Der Basketball beim FC Bayern wird weitgehend mit der Neuzeit des FCBB verbunden – dabei hat der geilste Hallensport im Mitglieder-stärksten Verein der Welt eine lange Tradition: Die Basketball-Abteilung wurde am 1. März 1946 gegründet und feiert somit ihr 75-jähriges Bestehen. Aus diesem Anlass haben sich der einsteige Rekordspieler Klaus Schulz, 84, und Paul Zipser, 27, für „51“ im Audi Dome getroffen – zum Plausch über Vergangenheit, Gegenwart und Zukunft der roten Korbjäger.

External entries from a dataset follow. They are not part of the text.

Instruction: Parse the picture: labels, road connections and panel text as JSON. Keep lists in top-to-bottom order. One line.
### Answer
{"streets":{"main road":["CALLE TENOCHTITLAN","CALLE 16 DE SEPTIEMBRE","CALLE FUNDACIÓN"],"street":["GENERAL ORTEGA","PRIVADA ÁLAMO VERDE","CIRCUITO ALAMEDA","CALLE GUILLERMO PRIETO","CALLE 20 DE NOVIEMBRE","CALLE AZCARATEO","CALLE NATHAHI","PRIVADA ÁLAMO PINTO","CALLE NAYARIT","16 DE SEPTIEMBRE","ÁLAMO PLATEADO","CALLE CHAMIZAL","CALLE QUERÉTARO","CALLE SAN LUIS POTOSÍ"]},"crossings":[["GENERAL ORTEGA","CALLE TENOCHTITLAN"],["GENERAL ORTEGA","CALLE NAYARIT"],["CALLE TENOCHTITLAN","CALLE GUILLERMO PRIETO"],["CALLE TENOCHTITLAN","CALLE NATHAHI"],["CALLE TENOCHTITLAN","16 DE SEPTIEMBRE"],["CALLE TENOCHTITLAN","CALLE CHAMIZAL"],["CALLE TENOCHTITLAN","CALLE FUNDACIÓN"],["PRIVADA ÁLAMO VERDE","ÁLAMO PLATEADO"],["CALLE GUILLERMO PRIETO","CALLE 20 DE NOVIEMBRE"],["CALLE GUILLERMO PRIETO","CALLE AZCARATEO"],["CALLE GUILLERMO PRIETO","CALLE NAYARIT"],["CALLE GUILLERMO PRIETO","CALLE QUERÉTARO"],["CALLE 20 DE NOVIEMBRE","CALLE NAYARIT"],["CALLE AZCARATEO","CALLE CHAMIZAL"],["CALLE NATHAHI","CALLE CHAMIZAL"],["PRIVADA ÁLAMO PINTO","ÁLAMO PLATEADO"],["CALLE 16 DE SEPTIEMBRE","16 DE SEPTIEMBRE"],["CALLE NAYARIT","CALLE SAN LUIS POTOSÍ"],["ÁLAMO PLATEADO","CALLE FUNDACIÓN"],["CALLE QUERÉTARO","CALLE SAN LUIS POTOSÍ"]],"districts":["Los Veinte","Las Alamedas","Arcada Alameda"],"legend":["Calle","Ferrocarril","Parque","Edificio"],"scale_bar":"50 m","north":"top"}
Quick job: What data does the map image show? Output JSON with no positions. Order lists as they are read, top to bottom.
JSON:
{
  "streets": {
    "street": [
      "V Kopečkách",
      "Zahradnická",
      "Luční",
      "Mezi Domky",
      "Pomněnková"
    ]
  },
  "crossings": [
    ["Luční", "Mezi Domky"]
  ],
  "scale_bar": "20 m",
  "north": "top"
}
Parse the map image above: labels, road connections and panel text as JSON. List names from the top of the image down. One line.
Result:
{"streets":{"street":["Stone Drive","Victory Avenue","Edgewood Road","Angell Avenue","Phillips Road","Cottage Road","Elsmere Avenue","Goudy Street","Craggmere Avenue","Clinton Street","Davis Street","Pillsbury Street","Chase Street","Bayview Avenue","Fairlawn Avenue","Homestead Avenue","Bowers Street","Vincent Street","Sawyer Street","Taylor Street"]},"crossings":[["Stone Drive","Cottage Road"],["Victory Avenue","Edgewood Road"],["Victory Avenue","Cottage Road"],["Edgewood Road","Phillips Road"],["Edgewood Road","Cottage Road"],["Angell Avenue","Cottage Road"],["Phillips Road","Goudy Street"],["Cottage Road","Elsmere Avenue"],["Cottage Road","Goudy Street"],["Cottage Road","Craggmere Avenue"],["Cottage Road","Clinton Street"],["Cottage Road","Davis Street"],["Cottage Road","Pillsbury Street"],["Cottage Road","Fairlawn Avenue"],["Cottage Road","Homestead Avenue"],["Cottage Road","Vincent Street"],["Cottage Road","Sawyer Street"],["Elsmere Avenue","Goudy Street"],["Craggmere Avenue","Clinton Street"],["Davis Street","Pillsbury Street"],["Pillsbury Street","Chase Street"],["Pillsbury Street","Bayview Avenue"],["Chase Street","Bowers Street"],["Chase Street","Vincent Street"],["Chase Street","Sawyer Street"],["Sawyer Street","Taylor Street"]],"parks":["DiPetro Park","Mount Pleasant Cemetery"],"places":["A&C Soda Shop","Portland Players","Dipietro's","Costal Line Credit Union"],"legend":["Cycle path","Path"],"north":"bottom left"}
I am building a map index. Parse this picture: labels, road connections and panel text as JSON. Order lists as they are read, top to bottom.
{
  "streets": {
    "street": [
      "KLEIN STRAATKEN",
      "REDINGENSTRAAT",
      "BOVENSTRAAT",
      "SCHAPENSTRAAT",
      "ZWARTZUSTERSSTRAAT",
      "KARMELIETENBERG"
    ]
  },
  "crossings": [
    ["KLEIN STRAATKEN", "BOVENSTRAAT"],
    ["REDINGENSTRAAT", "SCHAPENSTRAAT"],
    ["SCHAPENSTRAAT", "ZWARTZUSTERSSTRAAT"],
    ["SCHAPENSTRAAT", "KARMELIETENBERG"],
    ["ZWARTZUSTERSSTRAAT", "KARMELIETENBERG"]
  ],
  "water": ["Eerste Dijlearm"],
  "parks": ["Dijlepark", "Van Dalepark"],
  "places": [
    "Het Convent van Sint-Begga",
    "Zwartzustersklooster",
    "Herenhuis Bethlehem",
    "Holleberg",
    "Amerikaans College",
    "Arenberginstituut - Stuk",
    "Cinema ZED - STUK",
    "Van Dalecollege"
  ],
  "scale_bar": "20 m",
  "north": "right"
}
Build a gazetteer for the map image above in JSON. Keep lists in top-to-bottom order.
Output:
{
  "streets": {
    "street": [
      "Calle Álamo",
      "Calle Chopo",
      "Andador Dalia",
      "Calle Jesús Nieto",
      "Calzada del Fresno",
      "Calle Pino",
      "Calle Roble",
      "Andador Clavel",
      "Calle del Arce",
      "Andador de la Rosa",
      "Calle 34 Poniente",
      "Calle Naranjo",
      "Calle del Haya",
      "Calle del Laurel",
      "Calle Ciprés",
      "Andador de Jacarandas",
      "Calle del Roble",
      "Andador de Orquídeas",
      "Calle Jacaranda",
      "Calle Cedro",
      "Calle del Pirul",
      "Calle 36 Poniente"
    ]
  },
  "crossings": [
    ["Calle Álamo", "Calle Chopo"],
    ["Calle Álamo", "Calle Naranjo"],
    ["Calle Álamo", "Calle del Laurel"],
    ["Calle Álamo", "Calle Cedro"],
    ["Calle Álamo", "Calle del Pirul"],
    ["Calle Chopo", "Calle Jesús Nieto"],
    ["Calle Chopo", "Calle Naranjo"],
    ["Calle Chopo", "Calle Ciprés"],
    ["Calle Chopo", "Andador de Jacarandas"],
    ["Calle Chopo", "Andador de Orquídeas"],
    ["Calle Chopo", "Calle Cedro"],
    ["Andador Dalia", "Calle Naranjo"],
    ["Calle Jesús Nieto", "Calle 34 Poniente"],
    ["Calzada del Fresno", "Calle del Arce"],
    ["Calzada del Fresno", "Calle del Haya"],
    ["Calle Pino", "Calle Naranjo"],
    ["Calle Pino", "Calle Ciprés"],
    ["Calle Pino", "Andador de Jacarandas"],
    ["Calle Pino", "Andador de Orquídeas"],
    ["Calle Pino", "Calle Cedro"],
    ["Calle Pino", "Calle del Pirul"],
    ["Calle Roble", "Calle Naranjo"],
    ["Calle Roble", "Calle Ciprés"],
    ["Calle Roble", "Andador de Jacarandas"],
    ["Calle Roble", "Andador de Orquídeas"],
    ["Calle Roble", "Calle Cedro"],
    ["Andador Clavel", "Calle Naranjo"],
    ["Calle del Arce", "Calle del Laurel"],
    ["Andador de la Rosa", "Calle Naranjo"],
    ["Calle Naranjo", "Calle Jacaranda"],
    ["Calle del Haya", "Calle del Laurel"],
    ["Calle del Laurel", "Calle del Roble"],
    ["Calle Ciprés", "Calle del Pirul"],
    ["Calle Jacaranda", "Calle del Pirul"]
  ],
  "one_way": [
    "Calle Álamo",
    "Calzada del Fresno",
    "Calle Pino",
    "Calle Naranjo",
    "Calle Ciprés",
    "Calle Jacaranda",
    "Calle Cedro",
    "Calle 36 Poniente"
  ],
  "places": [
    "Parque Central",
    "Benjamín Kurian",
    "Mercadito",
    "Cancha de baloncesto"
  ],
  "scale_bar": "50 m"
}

Paul Zipser visiert den Korb an. Er geht leicht in die Knie, schwingt den Ball mit beiden Händen unter seinen Körper und schleudert ihn in hohem Bogen Richtung Korb. Der Ball fluppt genau durch den Ring. „Bei euch hat der eine oder andere bestimmt noch so geworfen, oder?“, sagt Zipser und schmunzelt. „Ja, zu meiner Zeit in Aachen, ein Belgier“, erzählt Klaus Schulz. Die beidhändige Wurftechnik war damals schon aus der Mode gekommen.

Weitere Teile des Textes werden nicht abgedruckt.